Skip to content

RegulusKillSwitchPlugin

In one sentence

Per-tenant / per-agent kill switch with dual-control deactivation, layered on ADK's ToolConfirmation primitive.

Who does it apply to?

Mandatory in PRA PS21/3 (algorithmic trading), strongly recommended in PRA SS1/23 §6 (model risk management), required in EU AI Act Art. 14 (human oversight). Many other profiles cite it as part of incident-response readiness.

The two-minute explainer

The kill switch has three operations:

  • Activate. Any authorised operator can flip the switch unilaterally.
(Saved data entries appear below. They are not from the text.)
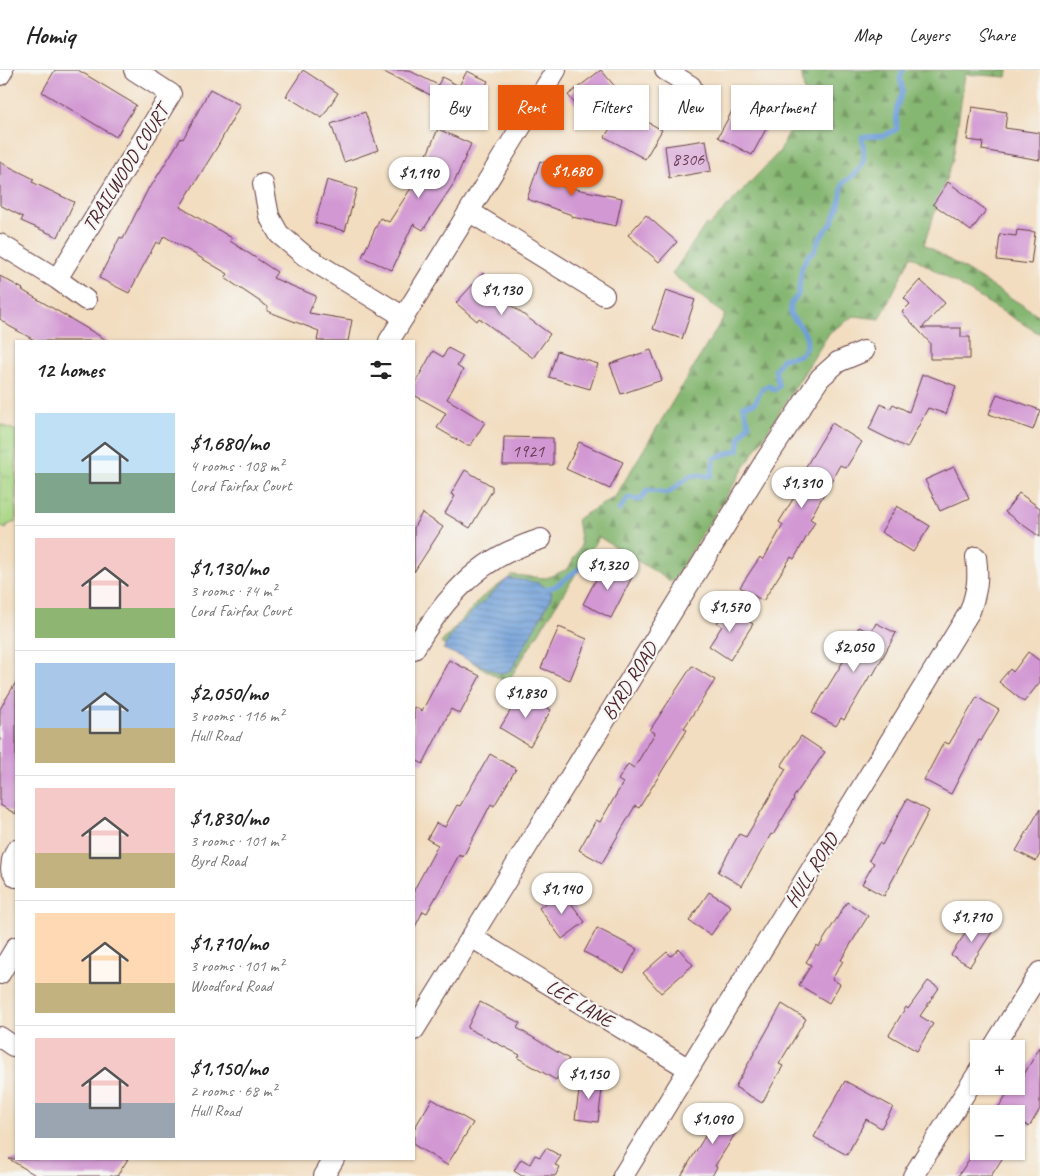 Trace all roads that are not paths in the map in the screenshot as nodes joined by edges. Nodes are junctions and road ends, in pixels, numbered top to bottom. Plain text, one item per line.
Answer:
1 (3, 70) edge
2 (134, 70) edge
3 (556, 70) edge
4 (665, 70) edge
5 (0, 75) edge
6 (688, 85) edge
7 (263, 184) dead end
8 (470, 212) junction
9 (0, 244) edge
10 (57, 279) junction
11 (604, 296) dead end
12 (86, 300) dead end
13 (404, 317) junction
14 (390, 340) edge
15 (864, 351) dead end
16 (541, 540) dead end
17 (976, 557) dead end
18 (415, 647) edge
19 (15, 852) edge
20 (15, 875) edge
21 (471, 937) junction
22 (10, 949) edge
23 (1040, 972) edge
24 (0, 974) edge
25 (415, 1028) edge
26 (998, 1040) edge
27 (688, 1069) junction
28 (970, 1085) edge
29 (333, 1160) edge
30 (324, 1176) edge
31 (623, 1176) edge
32 (913, 1176) edge

1 - 5 street
2 - 10 street, TRAILWOOD COURT
3 - 8 street
4 - 6 street
7 - 13 street
8 - 11 street
8 - 13 street
9 - 10 street
10 - 12 street
13 - 14 street
15 - 21 street, BYRD ROAD
16 - 18 street
17 - 27 street, HULL ROAD
19 - 20 street
21 - 25 street, BYRD ROAD
21 - 27 street, LEE LANE
22 - 24 street
23 - 26 street
27 - 31 street, HULL ROAD
28 - 32 street
29 - 30 street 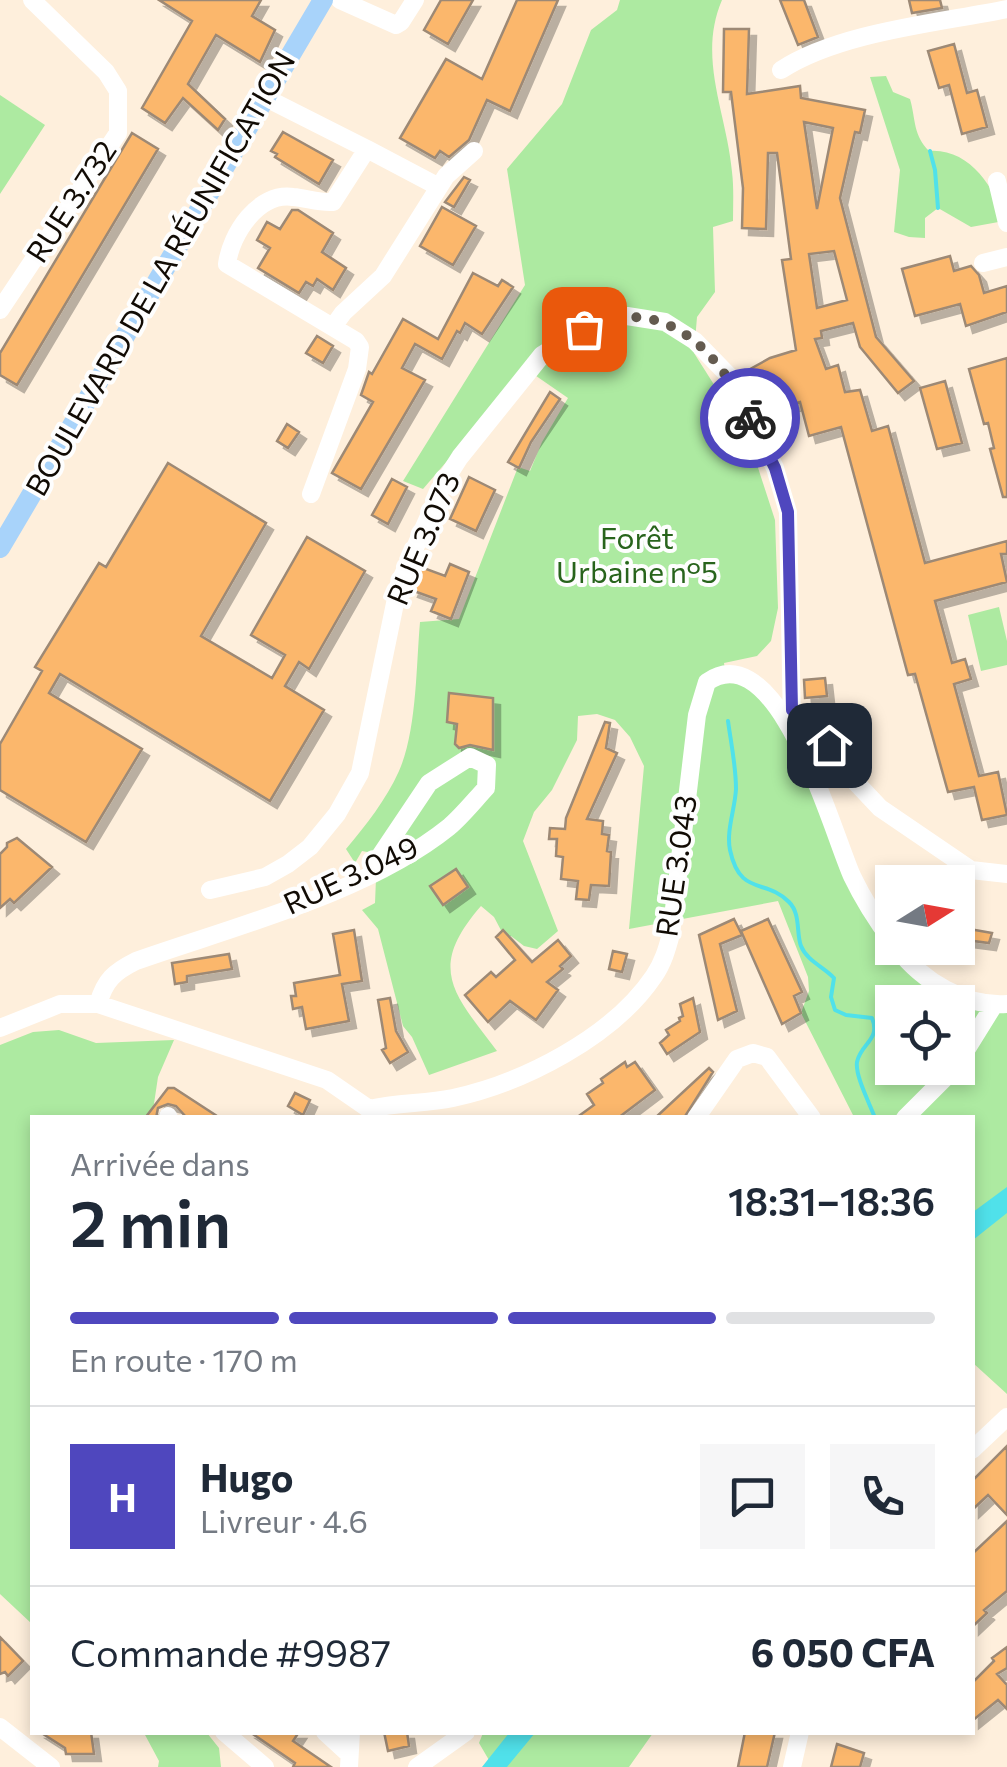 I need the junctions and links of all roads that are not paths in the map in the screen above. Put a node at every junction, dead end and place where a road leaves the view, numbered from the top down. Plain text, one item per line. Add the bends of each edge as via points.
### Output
1 (32, 0) edge
2 (309, 0) edge
3 (323, 0) edge
4 (340, 0) edge
5 (415, 0) edge
6 (1007, 9) edge
7 (303, 33) junction
8 (781, 70) dead end
9 (264, 97) junction
10 (368, 149) junction
11 (474, 151) dead end
12 (996, 181) dead end
13 (439, 188) junction
14 (1007, 223) edge
15 (1007, 257) edge
16 (983, 264) dead end
17 (0, 310) edge
18 (334, 327) junction
19 (310, 494) dead end
20 (0, 548) edge
21 (792, 710) junction
22 (792, 730) junction
23 (374, 865) dead end
24 (1007, 874) edge
25 (210, 890) dead end
26 (875, 917) edge
27 (914, 965) edge
28 (98, 1004) junction
29 (1000, 1005) edge
30 (0, 1028) edge
31 (975, 1040) edge
32 (938, 1085) edge
33 (369, 1113) edge
34 (698, 1115) edge
35 (810, 1115) edge
36 (909, 1115) edge
37 (1007, 1417) edge
38 (975, 1447) edge
39 (0, 1727) edge
40 (228, 1735) edge
41 (328, 1735) edge
42 (351, 1735) edge
43 (462, 1735) edge
44 (799, 1735) edge
45 (349, 1761) edge
46 (51, 1767) edge
47 (265, 1767) edge
48 (417, 1767) edge
49 (792, 1767) edge

1 - 17 street, RUE 3.732 via 106,72 118,91 118,134
2 - 7 street
3 - 7 main road, BOULEVARD DE LA RÉUNIFICATION
4 - 5 street via 396,25
6 - 8 street via 838,44
7 - 9 main road, BOULEVARD DE LA RÉUNIFICATION
9 - 10 street
9 - 20 main road, BOULEVARD DE LA RÉUNIFICATION
10 - 13 street
10 - 18 street via 333,202 290,196 259,206 235,235 228,258 227,264
11 - 13 street
12 - 14 street
13 - 18 street via 383,276
15 - 16 street
18 - 19 street via 356,341 360,359
21 - 22 street, RUE 3.073
21 - 24 street via 811,718 880,808 971,870
21 - 25 street, RUE 3.073 via 788,512 775,468 732,379 665,322 627,316 584,329 542,354 444,482 399,584 360,773 337,814 288,864 265,877
22 - 26 street, RUE 3.043
22 - 33 street, RUE 3.043 via 776,702 750,679 718,676 707,682 697,716 671,934 662,962 632,1001 523,1078
23 - 28 street, RUE 3.049 via 429,783 470,757 487,765 486,788 451,826 404,858 136,960 104,984
27 - 29 street, RUE 3.043 via 949,990
28 - 30 street, RUE 3.043 via 60,1004
28 - 33 street, RUE 3.043 via 326,1080
29 - 31 street
32 - 36 street
34 - 35 street via 738,1060 753,1053 767,1057
37 - 38 street
39 - 46 street
40 - 47 street
41 - 45 street
42 - 45 street
43 - 48 street
44 - 49 street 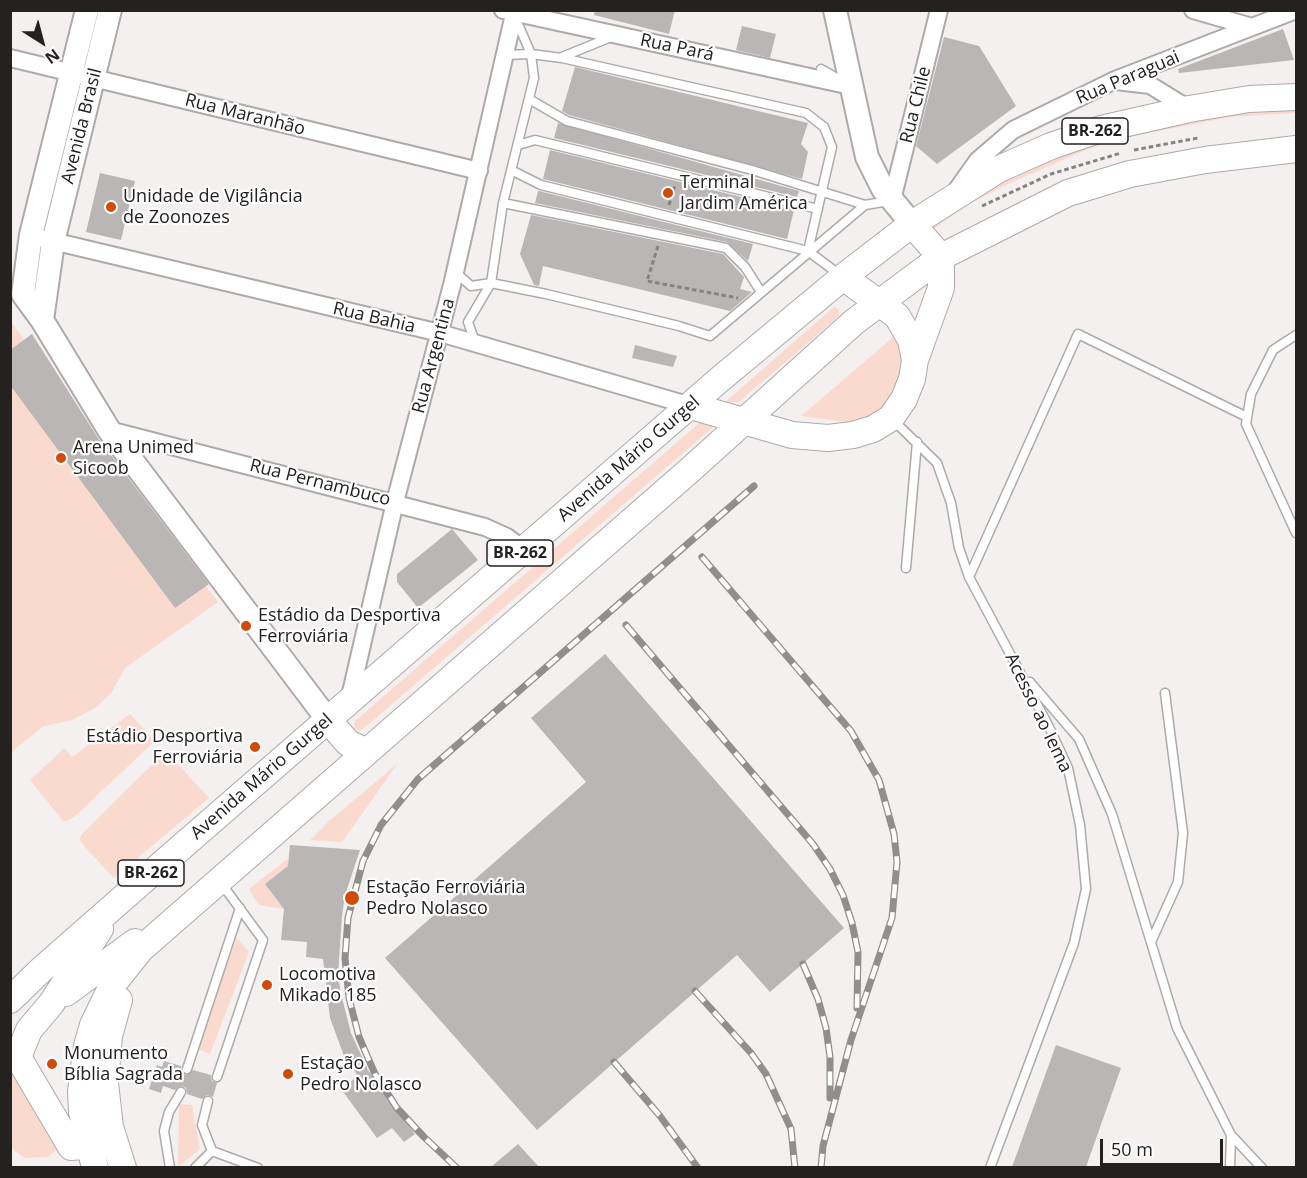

Once flipped, all subsequent agent invocations short-circuit with a KillSwitchActive event at BeforeAgentCallback.
  • Request deactivate. A different operator proposes turning the switch back on. The proposal flows through ADK's ToolConfirmation and is audited but does not take effect on its own.
  • Confirm deactivate. A third operator (or at minimum, someone other than the requester) confirms. The store enforces requester ≠ confirmer. The switch lifts; audit records all three operators and timestamps.

This asymmetry — single-control to activate, dual-control to deactivate — matches what regulators expect. The fast-stop is more important than the fast-restart.

What it actually requires of an engineer

  • Persist kill state somewhere durable. The built-in InMemoryKillSwitchStore is for dev / tests; production needs Postgres, Firestore, or similar.
  • Wire your operator identity into the calls — operator strings should resolve to authenticated humans, not service accounts.
  • Operate the runbook (rotation, drill cadence, post-incident review).

What Regulus does for you

  • The plugin (BeforeAgentCallback) does the check.
  • The store contract (KillSwitchStore) defines what persistence has to guarantee.
  • The dual-control workflow uses ADK's ToolConfirmation so it's the same shape as any other HITL in your stack.

Saves you ~

  • ~4 engineer-weeks for a working kill switch with state, 4-eyes, monotonic audit, and operator binding.

Code: minimal

RegulusKillSwitchPlugin killSwitch = RegulusKillSwitchPlugin.dualControl();

(Uses InMemoryKillSwitchStore — fine for tests, not for prod.)

Code: production

Provide a persistent store:

@Bean
KillSwitchStore killSwitchStore(JdbcTemplate jdbc) {
    return new PostgresKillSwitchStore(jdbc);
}

@Bean
RegulusKillSwitchPlugin killSwitch(KillSwitchStore store) {
    return RegulusKillSwitchPlugin.withStore(store);
}

Operate via your admin API:

POST /admin/kill-switch
{
  "scope": "agents/mortgage-advice",
  "operator": "ops-A",
  "reason": "regression detected in eligibility-check tool"
}

How to verify

  • Activate → next request fails with KillSwitchActive.
  • Same operator tries to confirm own deactivation → refused.
  • Different operator confirms → switch lifts, audit trail records all parties.
  • Drill quarterly with rotating operators (audit walkthrough recommends this — auditors look for it).

What an auditor will ask

  1. "Demonstrate the kill switch." Drill.
  2. "Show the audit trail of the most recent activation." Audit events for activate / request-deactivate / refused-self-confirm / confirm.
  3. "Who can flip it?" Operator IDP integration.
  4. "How often do you rehearse?" Calendared task in the playbook.

What this doesn't cover

  • Operator authentication. Use your IDP / SSO.
  • Notification to stakeholders on activation. Hook on the audit sink.
  • Recovery of in-flight requests. They fail-fast; client retries.